- **TO DO**: Which lines in the records below contain the word "Canavial"? Copy each of them.
─── MATERIALS PROVIDED ───
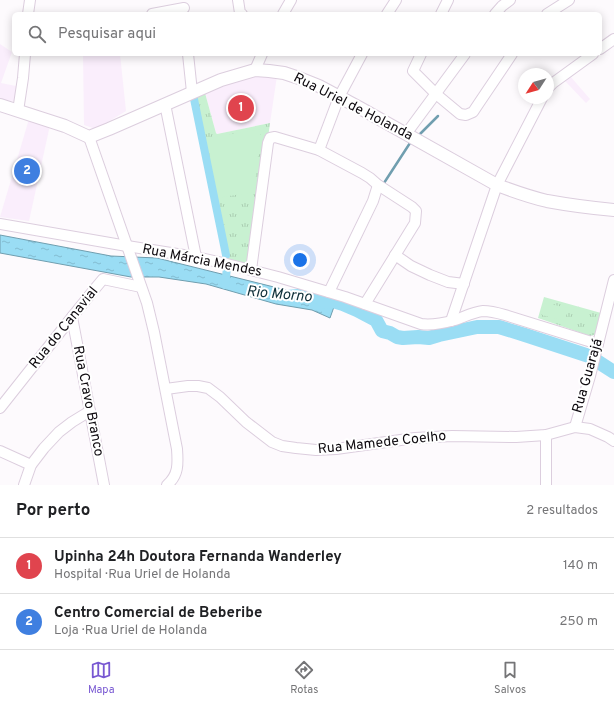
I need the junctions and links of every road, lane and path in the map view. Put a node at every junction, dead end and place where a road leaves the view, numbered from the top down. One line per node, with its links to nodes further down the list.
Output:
1 (30, 0): 9 (street)
2 (238, 0): 11 (street)
3 (291, 0): 12 (street)
4 (396, 0): 13 (street)
5 (448, 0): 14 (street)
6 (510, 0): 15 (street)
7 (569, 0): 16 (street)
8 (184, 7): 10 (street)
9 (28, 12)
10 (161, 12)
11 (240, 12)
12 (284, 12)
13 (388, 12)
14 (442, 12)
15 (497, 12)
16 (550, 12)
17 (614, 39): 18 (street)
18 (602, 48)
19 (25, 56): 35 (street)
20 (188, 56): 29 (street)
21 (261, 56): 27 (street)
22 (361, 56): 31 (street)
23 (421, 56): 30 (street)
24 (464, 56): 30 (street)
25 (511, 56): 30 (street)
26 (590, 56): 28 (street)
27 (255, 70): 29 (main road, Rua Uriel de Holanda); 31 (main road, Rua Uriel de Holanda)
28 (554, 82)
29 (192, 92): 32 (main road, Rua Uriel de Holanda)
30 (436, 94): 36 (street)
31 (339, 97): 36 (main road, Rua Uriel de Holanda); 38 (street)
32 (165, 104): 37 (main road, Rua Uriel de Holanda); 45 (street)
33 (539, 104): 40 (street)
34 (0, 105): 35 (main road)
35 (18, 111): 37 (main road)
36 (406, 134): 40 (main road, Rua Uriel de Holanda)
37 (89, 137): 43 (street)
38 (319, 150): 39 (street); 46 (street)
39 (378, 185): 44 (street); 50 (street)
40 (497, 185): 41 (main road, Rua Uriel de Holanda); 49 (street)
41 (614, 210)
42 (0, 224): 43 (street, Rua Márcia Mendes)
43 (128, 250): 45 (street, Rua Márcia Mendes); 48 (street)
44 (395, 255): 49 (street); 52 (street)
45 (196, 257): 46 (street, Rua Márcia Mendes)
46 (251, 270): 50 (street, Rua Márcia Mendes)
47 (614, 280): 51 (street, Rua Guarajá)
48 (140, 283): 53 (street, Rua do Canavial); 56 (street)
49 (464, 284): 54 (street)
50 (329, 292): 52 (street, Rua Márcia Mendes)
51 (613, 292): 55 (street, Rua Guarajá)
52 (365, 304): 54 (street, Rua Márcia Mendes)
53 (72, 317): 57 (street, Rua do Canavial); 58 (street, Rua Cravo Branco)
54 (451, 321): 55 (street, Rua Márcia Mendes)
55 (598, 344): 59 (street, Rua Guarajá)
56 (166, 389): 60 (street, Rua Mamede Coelho); 66 (street)
57 (0, 408)
58 (90, 411): 63 (street); 65 (street, Rua Cravo Branco)
59 (574, 427): 60 (street, Rua Mamede Coelho); 61 (street, Rua Mamede Coelho)
60 (546, 435): 67 (street)
61 (614, 441)
62 (0, 451): 63 (street)
63 (31, 465): 64 (street)
64 (24, 485)
65 (104, 485)
66 (167, 485)
67 (546, 485)

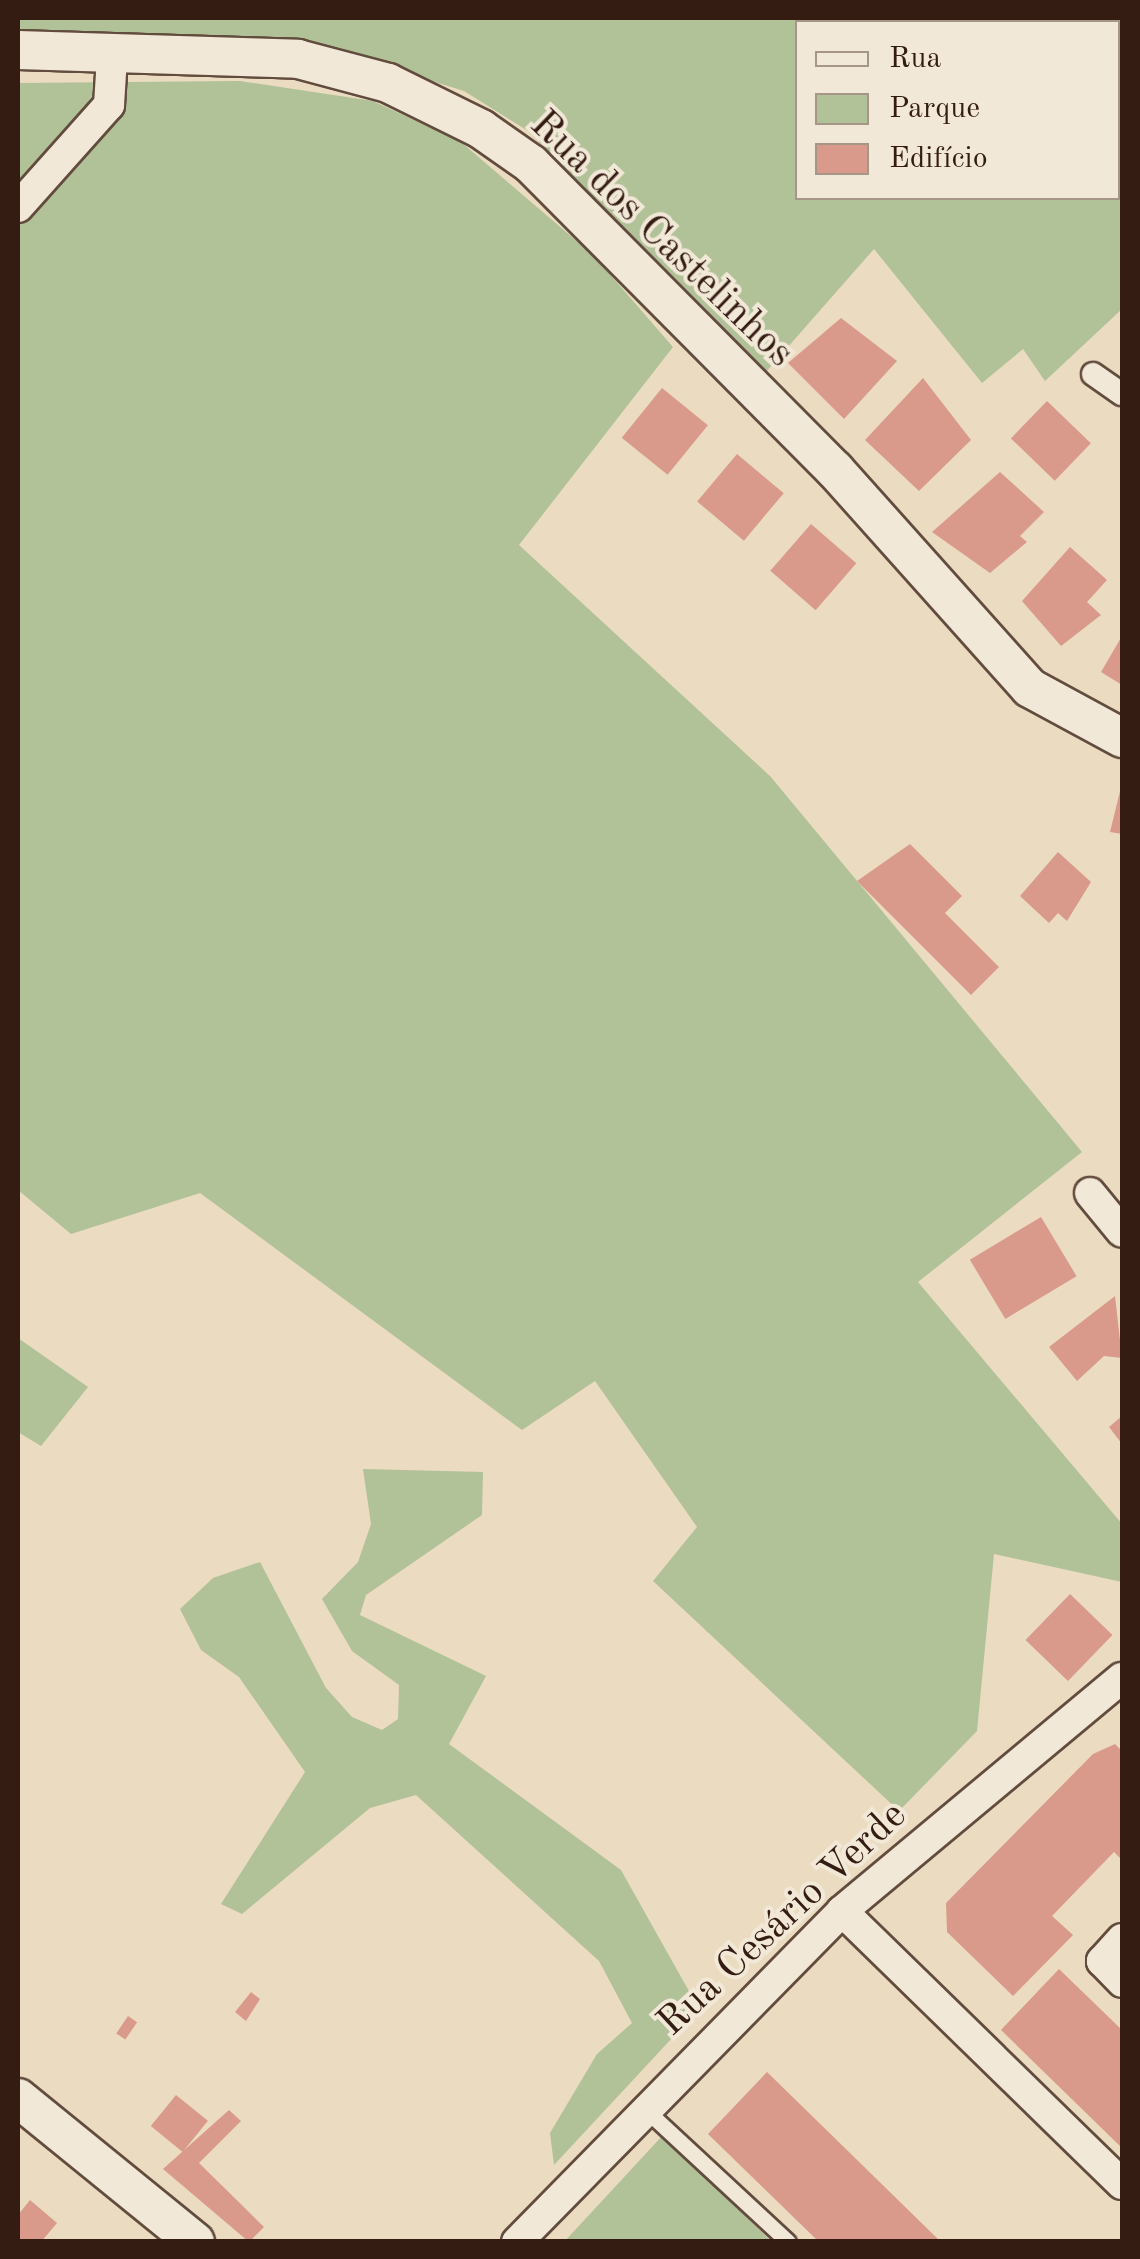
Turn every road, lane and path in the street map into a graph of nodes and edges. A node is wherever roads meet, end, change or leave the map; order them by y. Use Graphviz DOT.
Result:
graph roads {
  1 [pos="18,50"];
  2 [pos="112,57"];
  3 [pos="18,206"];
  4 [pos="1093,374"];
  5 [pos="1122,394"];
  6 [pos="1122,738"];
  7 [pos="1090,1193"];
  8 [pos="1122,1232"];
  9 [pos="1121,1682"];
  10 [pos="842,1911"];
  11 [pos="1122,1939"];
  12 [pos="1122,1982"];
  13 [pos="18,2098"];
  14 [pos="642,2106"];
  15 [pos="1122,2184"];
  16 [pos="195,2242"];
  17 [pos="517,2242"];
  18 [pos="788,2242"];
  1 -- 2 [label="street, Rua dos Castelinhos"];
  2 -- 3 [label="street"];
  2 -- 6 [label="street, Rua dos Castelinhos"];
  4 -- 5 [label="street"];
  7 -- 8 [label="street"];
  9 -- 10 [label="street, Rua Cesário Verde"];
  10 -- 14 [label="street, Rua Cesário Verde"];
  10 -- 15 [label="street"];
  11 -- 12 [label="street"];
  13 -- 16 [label="street"];
  14 -- 17 [label="street, Rua Cesário Verde"];
  14 -- 18 [label="lane"];
}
───
- **RESPONSE AREA**:
48 (140, 283): 53 (street, Rua do Canavial); 56 (street)
53 (72, 317): 57 (street, Rua do Canavial); 58 (street, Rua Cravo Branco)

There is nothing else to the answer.